Automatic Charge State Tuning of 300 mm FDSOI Quantum Dots Using Neural Network Segmentation of Charge Stability Diagram
This work addresses the bottleneck of manual tuning for spin qubit technologies, offering a practical step toward automated, high-throughput charge tuning for silicon quantum dot qubits.
The authors developed a deep learning pipeline using a U-Net with MobileNetV2 encoder to automatically tune silicon quantum dots by segmenting charge stability diagrams, achieving 80.0% offline success in locating the single-charge regime, with peak performance over 88% for some designs.

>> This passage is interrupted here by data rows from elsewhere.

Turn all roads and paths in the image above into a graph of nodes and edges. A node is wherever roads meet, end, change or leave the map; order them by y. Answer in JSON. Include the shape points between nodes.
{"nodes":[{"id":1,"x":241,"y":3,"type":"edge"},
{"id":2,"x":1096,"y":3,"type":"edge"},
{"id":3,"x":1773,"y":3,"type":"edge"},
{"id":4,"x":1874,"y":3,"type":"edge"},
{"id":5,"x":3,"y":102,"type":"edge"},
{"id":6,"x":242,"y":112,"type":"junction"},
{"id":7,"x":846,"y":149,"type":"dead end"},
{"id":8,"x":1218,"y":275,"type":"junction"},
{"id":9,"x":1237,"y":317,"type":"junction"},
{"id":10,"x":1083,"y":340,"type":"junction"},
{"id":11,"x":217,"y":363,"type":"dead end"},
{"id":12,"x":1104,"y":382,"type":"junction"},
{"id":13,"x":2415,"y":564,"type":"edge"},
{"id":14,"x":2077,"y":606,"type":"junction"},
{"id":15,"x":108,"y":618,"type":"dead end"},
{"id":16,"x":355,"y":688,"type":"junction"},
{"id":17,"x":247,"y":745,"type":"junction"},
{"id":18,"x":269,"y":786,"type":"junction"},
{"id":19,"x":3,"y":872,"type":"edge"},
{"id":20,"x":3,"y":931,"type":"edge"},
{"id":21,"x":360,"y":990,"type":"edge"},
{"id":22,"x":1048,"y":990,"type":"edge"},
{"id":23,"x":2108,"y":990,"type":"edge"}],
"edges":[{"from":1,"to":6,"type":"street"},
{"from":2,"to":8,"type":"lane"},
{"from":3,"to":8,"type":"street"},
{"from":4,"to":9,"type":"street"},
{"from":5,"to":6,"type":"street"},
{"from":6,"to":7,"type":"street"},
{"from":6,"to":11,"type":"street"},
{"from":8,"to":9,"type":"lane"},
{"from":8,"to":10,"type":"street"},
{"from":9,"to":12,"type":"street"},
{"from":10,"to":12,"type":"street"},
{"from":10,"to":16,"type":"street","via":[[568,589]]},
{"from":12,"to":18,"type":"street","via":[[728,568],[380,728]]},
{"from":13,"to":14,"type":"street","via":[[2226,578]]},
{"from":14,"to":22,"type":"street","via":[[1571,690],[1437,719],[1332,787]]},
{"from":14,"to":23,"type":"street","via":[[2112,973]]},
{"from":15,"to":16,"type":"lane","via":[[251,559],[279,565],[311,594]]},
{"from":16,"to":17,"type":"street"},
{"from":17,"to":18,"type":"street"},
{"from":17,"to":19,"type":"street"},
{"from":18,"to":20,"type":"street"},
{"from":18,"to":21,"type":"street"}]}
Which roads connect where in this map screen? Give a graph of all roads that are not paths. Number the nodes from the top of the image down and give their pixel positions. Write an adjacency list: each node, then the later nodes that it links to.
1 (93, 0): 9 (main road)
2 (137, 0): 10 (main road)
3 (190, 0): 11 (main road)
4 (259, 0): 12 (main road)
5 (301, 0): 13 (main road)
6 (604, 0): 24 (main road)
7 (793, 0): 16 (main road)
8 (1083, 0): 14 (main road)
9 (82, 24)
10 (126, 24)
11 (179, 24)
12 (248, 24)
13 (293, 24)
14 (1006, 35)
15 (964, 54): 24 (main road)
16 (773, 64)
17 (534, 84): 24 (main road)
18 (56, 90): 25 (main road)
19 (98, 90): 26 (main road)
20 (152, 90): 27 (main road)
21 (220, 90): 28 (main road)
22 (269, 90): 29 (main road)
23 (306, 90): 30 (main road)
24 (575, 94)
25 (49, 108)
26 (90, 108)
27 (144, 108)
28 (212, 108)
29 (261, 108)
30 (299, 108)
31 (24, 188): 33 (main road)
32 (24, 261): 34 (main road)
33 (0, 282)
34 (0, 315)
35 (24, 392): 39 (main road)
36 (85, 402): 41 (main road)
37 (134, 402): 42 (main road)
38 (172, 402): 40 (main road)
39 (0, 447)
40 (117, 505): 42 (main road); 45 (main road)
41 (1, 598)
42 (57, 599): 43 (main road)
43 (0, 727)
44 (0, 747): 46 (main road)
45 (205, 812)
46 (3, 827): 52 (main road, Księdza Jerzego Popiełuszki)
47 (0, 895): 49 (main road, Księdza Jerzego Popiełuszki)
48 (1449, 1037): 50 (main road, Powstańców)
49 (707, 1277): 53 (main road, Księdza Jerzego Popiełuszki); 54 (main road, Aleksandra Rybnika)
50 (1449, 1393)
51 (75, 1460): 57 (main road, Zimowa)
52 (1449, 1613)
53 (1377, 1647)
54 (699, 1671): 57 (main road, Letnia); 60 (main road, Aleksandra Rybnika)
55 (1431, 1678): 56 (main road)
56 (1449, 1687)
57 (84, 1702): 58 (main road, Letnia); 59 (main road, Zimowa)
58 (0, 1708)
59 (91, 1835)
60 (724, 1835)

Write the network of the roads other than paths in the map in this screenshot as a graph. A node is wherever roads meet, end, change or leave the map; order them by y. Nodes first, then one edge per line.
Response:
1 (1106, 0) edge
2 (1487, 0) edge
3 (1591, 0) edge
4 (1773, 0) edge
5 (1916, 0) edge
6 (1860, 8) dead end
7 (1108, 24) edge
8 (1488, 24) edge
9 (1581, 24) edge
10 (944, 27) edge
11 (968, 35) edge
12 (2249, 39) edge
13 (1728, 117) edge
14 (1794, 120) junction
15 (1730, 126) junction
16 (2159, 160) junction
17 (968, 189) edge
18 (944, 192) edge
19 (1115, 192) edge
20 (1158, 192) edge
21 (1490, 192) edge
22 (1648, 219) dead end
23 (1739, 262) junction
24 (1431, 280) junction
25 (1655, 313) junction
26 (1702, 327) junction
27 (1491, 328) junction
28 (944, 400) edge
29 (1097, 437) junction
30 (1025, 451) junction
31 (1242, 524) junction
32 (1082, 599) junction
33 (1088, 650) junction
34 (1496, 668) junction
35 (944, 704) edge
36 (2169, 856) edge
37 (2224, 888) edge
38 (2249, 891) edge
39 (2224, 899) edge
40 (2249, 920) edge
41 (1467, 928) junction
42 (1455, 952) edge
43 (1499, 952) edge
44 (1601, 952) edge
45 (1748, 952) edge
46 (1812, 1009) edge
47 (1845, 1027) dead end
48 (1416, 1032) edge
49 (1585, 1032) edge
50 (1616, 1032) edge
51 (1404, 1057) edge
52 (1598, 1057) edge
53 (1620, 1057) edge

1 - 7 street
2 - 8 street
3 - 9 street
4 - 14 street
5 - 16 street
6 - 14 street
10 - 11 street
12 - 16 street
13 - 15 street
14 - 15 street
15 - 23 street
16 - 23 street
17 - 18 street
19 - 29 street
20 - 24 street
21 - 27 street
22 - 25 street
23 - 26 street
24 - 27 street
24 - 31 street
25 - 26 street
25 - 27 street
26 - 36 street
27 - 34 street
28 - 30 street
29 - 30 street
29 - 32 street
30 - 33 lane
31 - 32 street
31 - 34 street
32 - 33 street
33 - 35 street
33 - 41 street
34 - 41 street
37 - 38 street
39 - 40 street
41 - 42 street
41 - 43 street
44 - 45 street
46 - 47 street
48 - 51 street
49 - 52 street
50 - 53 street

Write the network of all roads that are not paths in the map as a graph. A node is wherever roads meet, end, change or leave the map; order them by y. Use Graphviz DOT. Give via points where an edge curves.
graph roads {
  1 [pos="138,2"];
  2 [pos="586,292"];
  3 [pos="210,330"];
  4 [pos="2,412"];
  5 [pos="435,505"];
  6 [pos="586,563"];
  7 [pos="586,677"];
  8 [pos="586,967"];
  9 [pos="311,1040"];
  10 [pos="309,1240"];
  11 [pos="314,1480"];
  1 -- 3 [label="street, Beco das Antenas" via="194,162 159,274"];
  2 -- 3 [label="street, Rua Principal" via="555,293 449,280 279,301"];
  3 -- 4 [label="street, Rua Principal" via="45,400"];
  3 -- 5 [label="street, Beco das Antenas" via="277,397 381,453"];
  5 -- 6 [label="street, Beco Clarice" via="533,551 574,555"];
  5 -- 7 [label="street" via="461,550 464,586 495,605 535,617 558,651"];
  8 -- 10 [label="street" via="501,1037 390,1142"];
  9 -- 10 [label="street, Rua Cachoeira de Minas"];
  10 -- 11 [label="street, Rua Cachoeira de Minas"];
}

Tuning of gate-defined semiconductor quantum dots (QDs) is a major bottleneck for scaling spin qubit technologies. We present a deep learning (DL) driven, semantic-segmentation pipeline that performs charge auto-tuning by locating transition lines in full charge stability diagrams (CSDs) and returns gate voltage targets for the single charge regime. We assemble and manually annotate a large, heterogeneous dataset of 1015 experimental CSDs measured from silicon QD devices, spanning nine design geometries, multiple wafers, and fabrication runs. A U-Net style convolutional neural network (CNN) with a MobileNetV2 encoder is trained and validated through five-fold group cross validation. Our model achieves an overall offline tuning success of 80.0% in locating the single-charge regime, with peak performance exceeding 88% for some designs. We analyze dominant failure modes and propose targeted mitigations. Finally, wide-range diagram segmentation also naturally enables scalable physic-based feature extraction that can feed back to fabrication and design workflows and outline a roadmap for real-time integration in a cryogenic wafer prober. Overall, our results show that neural network (NN) based wide-diagram segmentation is a practical step toward automated, high-throughput charge tuning for silicon QD qubits.